Master Sommelier No. 2
Wednesday - March 23, 2005
There’s a smile on Roberto Viernes’ face that seems permanently fixed — and it’s partly to do with all the wine he’s been drinking.
“I have been smiling a lot these past few days,” says the amiable director of education at Southern Wines and Spirits. He’s also been talking a lot to Hawaii’s bestknown wine connoisseur Chuck Furuya.
“I’ve had several conversations with him this past week,” comments Furuya. “It takes a while for this to sink in. “
Furuya should know.
For the past 18 years he’s been Hawaii’s only master sommelier, and one of a rarified group in America.
Viernes just raised the numbers to two and 71.
Not a lot, when you consider the thousands of people who study for the notoriously difficult exams each year.
For Viernes, the journey began almost 10 years ago when he borrowed the money from his girlfriend (now wife) to take the first in a series of wine courses.

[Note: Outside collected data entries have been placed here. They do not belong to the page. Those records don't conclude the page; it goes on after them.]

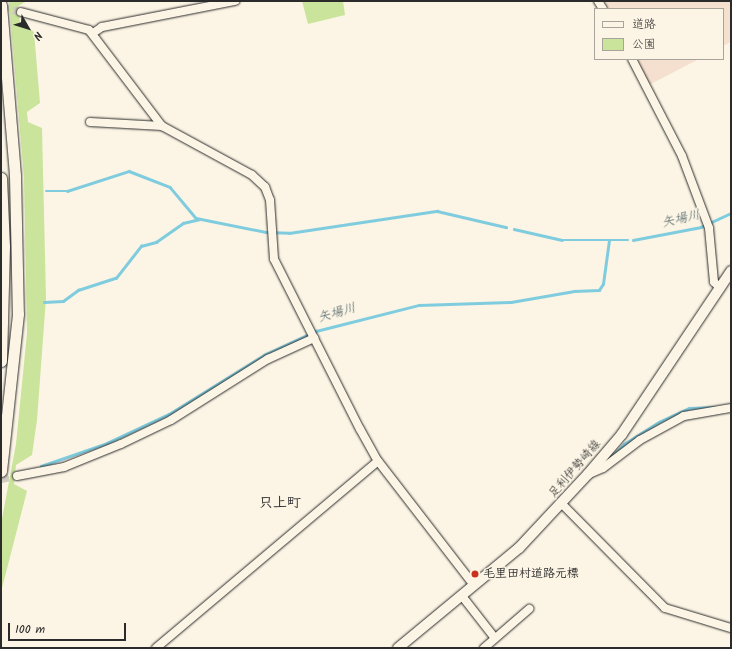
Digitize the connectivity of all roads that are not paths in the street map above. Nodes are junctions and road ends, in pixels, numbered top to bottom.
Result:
1 (235, 1) edge
2 (1, 5) edge
3 (20, 12) tunnel mouth
4 (93, 33) junction
5 (633, 60) edge
6 (90, 122) dead end
7 (162, 126) junction
8 (1, 178) edge
9 (731, 271) edge
10 (720, 288) junction
11 (314, 338) junction
12 (1, 361) edge
13 (731, 408) edge
14 (378, 461) junction
15 (1, 471) edge
16 (588, 474) junction
17 (17, 476) tunnel mouth
18 (562, 504) junction
19 (474, 585) junction
20 (462, 596) junction
21 (528, 609) dead end
22 (731, 628) edge
23 (494, 637) junction
24 (156, 648) edge
25 (398, 648) edge
26 (484, 648) edge

1 - 4 street
2 - 15 highway
3 - 4 street
4 - 7 street
5 - 10 street
6 - 7 street
7 - 11 street
8 - 12 highway
9 - 10 main road, 足利伊勢崎線
10 - 16 main road, 足利伊勢崎線
11 - 14 street
11 - 17 street
13 - 16 street
14 - 19 street
14 - 24 street
16 - 18 main road, 足利伊勢崎線
18 - 19 main road, 足利伊勢崎線
18 - 22 street
19 - 20 main road, 足利伊勢崎線
20 - 23 street
20 - 25 main road, 足利伊勢崎線
21 - 23 street
23 - 26 street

“I found exactly what I wanted to do,” says the earnest Viernes. “Right away I knew that I wanted to be involved in this field.” As an apprentice chef, he thought that the wine pairing knowledge would be useful — little did he know that he had found an outlet for his talent — and one that would change the course of his career.
Furuya, who for a decade or so was the chairman of education for the Court of Master Sommeliers, knows more about the test than most — he used to set the questions and work on the practical exams.
“It’s an incredibly hard test,” he says. “But I do think that it takes more than knowledge to pass. It take inner strength, and Roberto had that this year.”
If you think you know a little about wine, then imagine this.
Tested on their wine knowledge (a typical question may be “name the great vintages of Bordeaux prior to 1975),” aspiring masters are put through their paces by severely critical judges. They are tested on their powers of detection (identifying wines in a blind tasting) and on their capabilities dealing with “real-life” restaurant/wine situations and very picky customers.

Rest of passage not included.